Ativista LGBT mundialmente conhecida anuncia na TV que não é mais homossexual

Ativista LGBT por anos, Val Kalende anunciou ao programa “Sunday Service Live” da TV Salt, de Uganda, que não é mais homossexual e se casará em breve.


Kalende agora é uma ex-ativista LGBT. Para que o leitor entenda o peso dessa declaração no universo LGBT, imagine o Jean Wyllys dando uma entrevista para a Rede Globo, dizendo que não é mais homossexual e que agora vai se casar em um relacionamento hétero. Imaginou?



Agora imagine também ele dizendo que o motivo dessa mudança foi devido à sua conversão ao cristianismo, e que portanto, a homossexualidade para ele se tornou um pecado de rebeldia contra Deus. Difícil imaginar?

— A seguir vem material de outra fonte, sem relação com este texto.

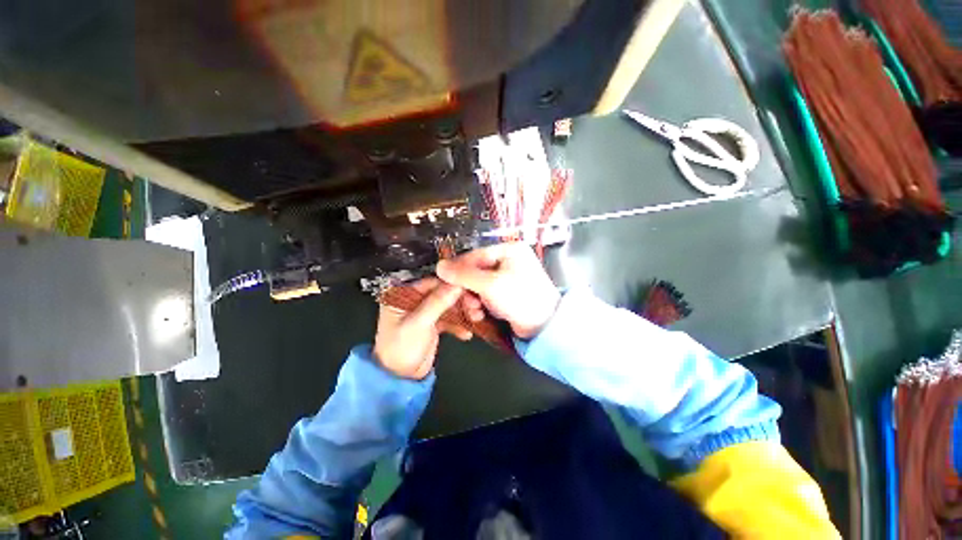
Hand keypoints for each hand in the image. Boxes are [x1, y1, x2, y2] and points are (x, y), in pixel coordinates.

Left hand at [373, 278, 469, 379]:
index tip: (470, 289)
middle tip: (476, 306)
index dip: (452, 286)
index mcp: (403, 295)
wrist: (400, 379)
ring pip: (449, 306)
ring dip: (463, 312)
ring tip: (477, 318)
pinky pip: (450, 319)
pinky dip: (459, 325)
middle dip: (460, 300)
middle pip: (443, 294)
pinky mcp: (434, 324)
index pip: (432, 283)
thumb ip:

Proporcionalmente falando, foi isto o que ocorreu com Val Kalende, em Uganda.

“Aconteceu cerca de um ano atrás, é que tomei medidas muito cautelosas. Então fui a público ontem (domingo), estava pronta. Eu queria ter tempo para fazer o importante trabalho em mim antes de fazer uma confissão pública”, disse ela, segundo informações do jornal Daily Monitor, para o qual ela escrevia até 2007, antes de se tornar uma ativista LGBT.

Kalende disse que apesar de ter nascido em um lar cristão, ela “se juntou ao lesbianismo” depois de entrar na Universidade Makerere, onde se tornou uma voz ativa no grupo chamado "Minorias Sexuais de Uganda". Por conta da sua atuação ela viajou para vários países do mundo, como os Estados Unidos, para ministrar palestras sobre os direitos dos LGBTs.



Kalende se tornou uma referência para os homossexuais de Uganda e também para o resto do mundo, como um símbolo de resistência e promoção do movimento gay. Sua declaração atual, no entanto, cai como uma bomba nesse meio, visto que o testemunho dela reforça o que muitos cristãos alegam sobre a homossexualidade.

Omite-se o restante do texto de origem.